- _Task objective_
Your answer must consist solely of the line containing "Turn the roads" and each line after it through the end of the data, copied exactly.

(Beginning of Source records)

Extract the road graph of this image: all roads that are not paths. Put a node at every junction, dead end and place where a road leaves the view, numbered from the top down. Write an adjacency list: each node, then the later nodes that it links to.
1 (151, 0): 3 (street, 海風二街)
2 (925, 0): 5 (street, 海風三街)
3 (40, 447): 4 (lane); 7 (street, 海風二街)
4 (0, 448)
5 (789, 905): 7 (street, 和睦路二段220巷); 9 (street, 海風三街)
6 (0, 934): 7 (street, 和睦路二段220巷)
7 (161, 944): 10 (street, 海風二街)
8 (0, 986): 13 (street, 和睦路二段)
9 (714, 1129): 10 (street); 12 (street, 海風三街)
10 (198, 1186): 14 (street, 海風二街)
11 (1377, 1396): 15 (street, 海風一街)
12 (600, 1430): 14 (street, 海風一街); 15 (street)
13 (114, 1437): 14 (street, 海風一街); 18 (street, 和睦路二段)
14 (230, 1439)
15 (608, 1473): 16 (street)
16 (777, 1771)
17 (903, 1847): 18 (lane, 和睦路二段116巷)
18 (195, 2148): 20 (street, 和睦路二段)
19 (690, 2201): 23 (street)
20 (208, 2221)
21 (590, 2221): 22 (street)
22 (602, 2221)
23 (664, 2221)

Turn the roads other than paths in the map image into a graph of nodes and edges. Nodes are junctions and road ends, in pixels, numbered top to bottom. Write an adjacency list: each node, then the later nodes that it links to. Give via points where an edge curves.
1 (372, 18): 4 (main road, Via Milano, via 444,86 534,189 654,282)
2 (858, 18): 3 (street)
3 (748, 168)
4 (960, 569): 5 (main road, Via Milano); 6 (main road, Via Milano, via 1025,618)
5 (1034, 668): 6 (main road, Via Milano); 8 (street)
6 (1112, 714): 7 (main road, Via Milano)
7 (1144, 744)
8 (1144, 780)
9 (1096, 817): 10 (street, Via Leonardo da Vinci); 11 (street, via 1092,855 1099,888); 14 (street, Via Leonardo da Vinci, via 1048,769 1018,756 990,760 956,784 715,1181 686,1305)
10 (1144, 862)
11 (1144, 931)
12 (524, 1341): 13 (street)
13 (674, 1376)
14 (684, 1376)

(End of Source records)

- _Answer below_
Turn the roads other than paths in the map image into a graph of nodes and edges. Nodes are junctions and road ends, in pixels, numbered top to bottom. Write an adjacency list: each node, then the later nodes that it links to. Give via points where an edge curves.
1 (372, 18): 4 (main road, Via Milano, via 444,86 534,189 654,282)
2 (858, 18): 3 (street)
3 (748, 168)
4 (960, 569): 5 (main road, Via Milano); 6 (main road, Via Milano, via 1025,618)
5 (1034, 668): 6 (main road, Via Milano); 8 (street)
6 (1112, 714): 7 (main road, Via Milano)
7 (1144, 744)
8 (1144, 780)
9 (1096, 817): 10 (street, Via Leonardo da Vinci); 11 (street, via 1092,855 1099,888); 14 (street, Via Leonardo da Vinci, via 1048,769 1018,756 990,760 956,784 715,1181 686,1305)
10 (1144, 862)
11 (1144, 931)
12 (524, 1341): 13 (street)
13 (674, 1376)
14 (684, 1376)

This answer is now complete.